Dean was quiet for a second, pinching the bridge of his nose with two fingers. He looked defeated, and Anna was a little worried she’d once again managed to make things worse instead of better. “I know,” Dean told her softly, though. “I know, Rugrat. I just need some time. So do you.”
“No, I don’t,” Anna tried and tasted bitterness on her tongue. “I need you not to use this as an excuse to leave. You always wanna stay and fight until you’re the one who needs help. I need you, Dean.”
His head popped up at that, and there was something raw in his eyes. Something that couldn’t have appeared there when the green was gone. Something so undeniably human that it stole Anna’s self control. Her chin wobbled as she stared at Dean’s eyes.
“I need you,” she said one more time, because it seemed truer than ever when her brother looked like himself for the first time in over a month. She’d missed him. Missed having a tether. “I know I act…”
“No, I know,” Dean affirmed, the rawness in his eyes leveling out.

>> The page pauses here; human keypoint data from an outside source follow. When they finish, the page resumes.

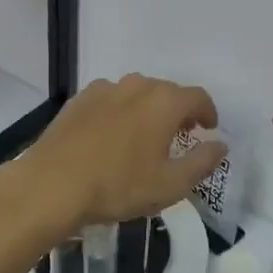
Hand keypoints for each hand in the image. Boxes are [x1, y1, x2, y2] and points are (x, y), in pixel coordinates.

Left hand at [11, 75, 226, 236]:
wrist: (52, 185)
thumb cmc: (118, 186)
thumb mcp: (170, 184)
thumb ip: (202, 162)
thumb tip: (220, 145)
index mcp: (165, 102)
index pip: (198, 97)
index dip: (208, 112)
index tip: (208, 130)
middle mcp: (137, 86)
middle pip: (167, 92)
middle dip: (178, 111)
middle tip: (179, 137)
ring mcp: (105, 89)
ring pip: (137, 93)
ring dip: (148, 109)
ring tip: (144, 136)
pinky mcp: (79, 99)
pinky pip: (110, 99)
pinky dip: (120, 111)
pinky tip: (111, 136)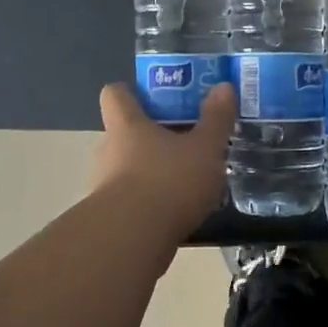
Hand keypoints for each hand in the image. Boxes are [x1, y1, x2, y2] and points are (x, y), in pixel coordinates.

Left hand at [91, 82, 235, 241]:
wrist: (133, 240)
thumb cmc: (169, 181)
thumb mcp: (205, 148)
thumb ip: (216, 119)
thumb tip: (222, 86)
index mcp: (127, 125)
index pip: (115, 94)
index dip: (133, 92)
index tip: (158, 98)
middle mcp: (109, 150)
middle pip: (124, 133)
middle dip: (153, 136)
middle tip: (186, 142)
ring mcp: (105, 186)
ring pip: (128, 169)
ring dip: (153, 172)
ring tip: (188, 182)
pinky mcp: (110, 218)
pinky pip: (132, 201)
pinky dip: (151, 203)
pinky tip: (179, 213)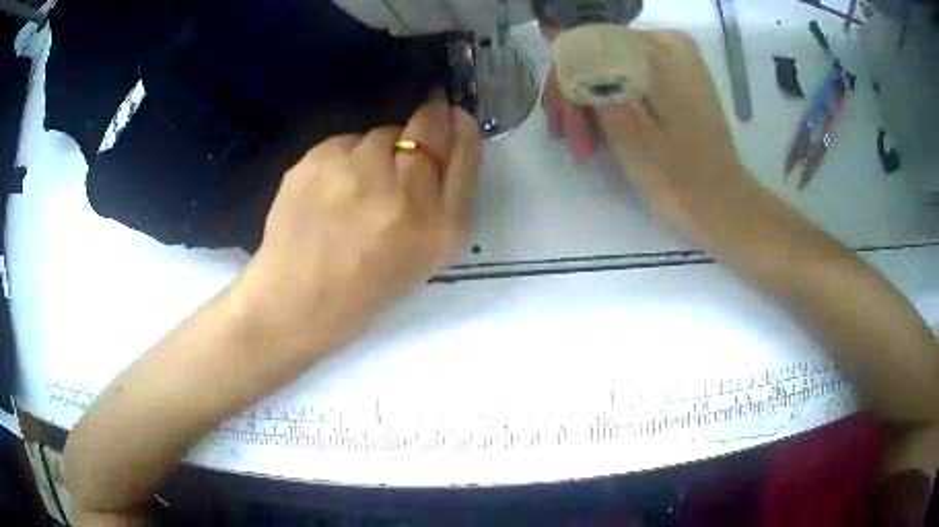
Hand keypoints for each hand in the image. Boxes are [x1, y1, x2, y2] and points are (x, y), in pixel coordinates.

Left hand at [240, 95, 481, 355]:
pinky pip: (345, 142)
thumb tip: (450, 126)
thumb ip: (447, 194)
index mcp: (440, 226)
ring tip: (355, 190)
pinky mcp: (318, 160)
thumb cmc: (368, 284)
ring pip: (381, 133)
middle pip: (427, 126)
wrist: (298, 299)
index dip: (458, 125)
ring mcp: (356, 172)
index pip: (463, 149)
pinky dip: (343, 159)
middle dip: (425, 121)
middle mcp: (404, 193)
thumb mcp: (427, 253)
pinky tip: (329, 192)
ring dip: (377, 151)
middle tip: (403, 147)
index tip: (450, 115)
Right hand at [542, 26, 748, 223]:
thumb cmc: (675, 174)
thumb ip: (592, 78)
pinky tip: (606, 132)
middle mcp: (670, 42)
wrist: (720, 202)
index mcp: (660, 48)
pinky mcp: (680, 76)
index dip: (567, 83)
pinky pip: (631, 76)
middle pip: (601, 53)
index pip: (588, 45)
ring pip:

He moved around Sam cautiously and, though he hesitated for another second first, he then grabbed Anna by the arm and gently pulled her away from their brother. He didn’t let go but didn’t seem to know what to say.

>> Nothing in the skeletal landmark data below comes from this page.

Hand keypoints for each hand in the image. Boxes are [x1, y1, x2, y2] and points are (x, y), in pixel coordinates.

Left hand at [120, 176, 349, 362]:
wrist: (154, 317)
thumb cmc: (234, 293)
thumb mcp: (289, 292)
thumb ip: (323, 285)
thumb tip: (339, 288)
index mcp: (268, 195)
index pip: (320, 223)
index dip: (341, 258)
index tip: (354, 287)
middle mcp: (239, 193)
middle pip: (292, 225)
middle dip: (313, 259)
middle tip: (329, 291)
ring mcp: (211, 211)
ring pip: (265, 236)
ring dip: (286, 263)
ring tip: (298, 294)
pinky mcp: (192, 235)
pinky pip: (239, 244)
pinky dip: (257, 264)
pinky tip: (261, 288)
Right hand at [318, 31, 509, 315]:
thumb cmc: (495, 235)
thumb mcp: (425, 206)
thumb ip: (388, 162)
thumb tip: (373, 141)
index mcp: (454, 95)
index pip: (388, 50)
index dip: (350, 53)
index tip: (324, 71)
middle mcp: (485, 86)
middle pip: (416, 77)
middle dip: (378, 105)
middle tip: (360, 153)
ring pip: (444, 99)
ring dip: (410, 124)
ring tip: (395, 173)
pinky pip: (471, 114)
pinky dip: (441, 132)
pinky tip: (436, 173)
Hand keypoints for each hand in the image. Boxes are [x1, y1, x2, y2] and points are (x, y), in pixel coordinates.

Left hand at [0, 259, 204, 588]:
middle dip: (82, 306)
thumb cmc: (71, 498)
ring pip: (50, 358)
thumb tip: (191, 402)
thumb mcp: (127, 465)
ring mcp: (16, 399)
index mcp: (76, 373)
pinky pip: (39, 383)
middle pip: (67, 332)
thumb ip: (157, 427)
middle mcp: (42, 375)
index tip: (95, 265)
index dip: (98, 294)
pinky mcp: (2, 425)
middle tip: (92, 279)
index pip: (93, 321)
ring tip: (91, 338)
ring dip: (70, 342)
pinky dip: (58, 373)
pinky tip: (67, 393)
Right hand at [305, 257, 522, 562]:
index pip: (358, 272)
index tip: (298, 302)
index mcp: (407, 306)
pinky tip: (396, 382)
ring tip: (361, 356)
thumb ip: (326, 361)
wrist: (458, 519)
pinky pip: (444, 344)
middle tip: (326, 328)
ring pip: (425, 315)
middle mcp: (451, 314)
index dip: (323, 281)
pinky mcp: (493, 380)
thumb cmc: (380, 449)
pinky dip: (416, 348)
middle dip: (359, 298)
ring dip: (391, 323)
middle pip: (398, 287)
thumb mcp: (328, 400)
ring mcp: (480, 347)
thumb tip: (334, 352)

But looking at her brother, seeing his shields coming down in exactly the way she needed them to… Anna found herself feeling small. Small and childish in all the ways she hadn’t been for the last few weeks.
She’d tried too hard to be Sam’s equal. At a time when his defenses were low. He’d needed Dean, and she’d tried her best to be that. But she wasn’t. And neither was Sam. Maybe they had wounded each other in their messy attempts to be okay.
“I’m so scared,” Anna admitted, letting it all show clear on her face. She felt the burn in her eyes that meant she was about to cry. But she didn’t push it down like she had so much lately. She let her eyes well. “You have to stop leaving. You have to stop-” She choked on the words and looked down at her feet, feeling all her teenage shame come back at once. She wasn’t supposed to fall apart as easily at 16 as she had at nine. But it was hard when she was put in the same positions.
“Hey, it’s okay,” Dean promised her cautiously. His hand lifted from her arm, and Anna grieved it completely and devastatingly for a few seconds before she felt him grab her in a hug. His arms wound tightly around her, and she felt like nothing could possibly rip her away from him.
This was the safety net she’d been missing. A place she’d always been able to come back to until suddenly it had been taken away. And then again. And again.
Dean moved one hand to the back of her head, and Anna melted. She hugged him tightly around the waist, gripping her own wrists with the opposite hand behind his back, ensuring that Dean couldn’t change his mind and leave her behind again.
“I gotcha, Sweetheart,” he said softly, though, and she melted even further. That voice was a promise in itself. He’d used it when she was a little girl. When she begged him not to leave her with just their father. Or when she cried because John had gone away again and she was afraid Dean would leave her too. “I’m right here,” he said. And it was the same. “I’m not going anywhere.”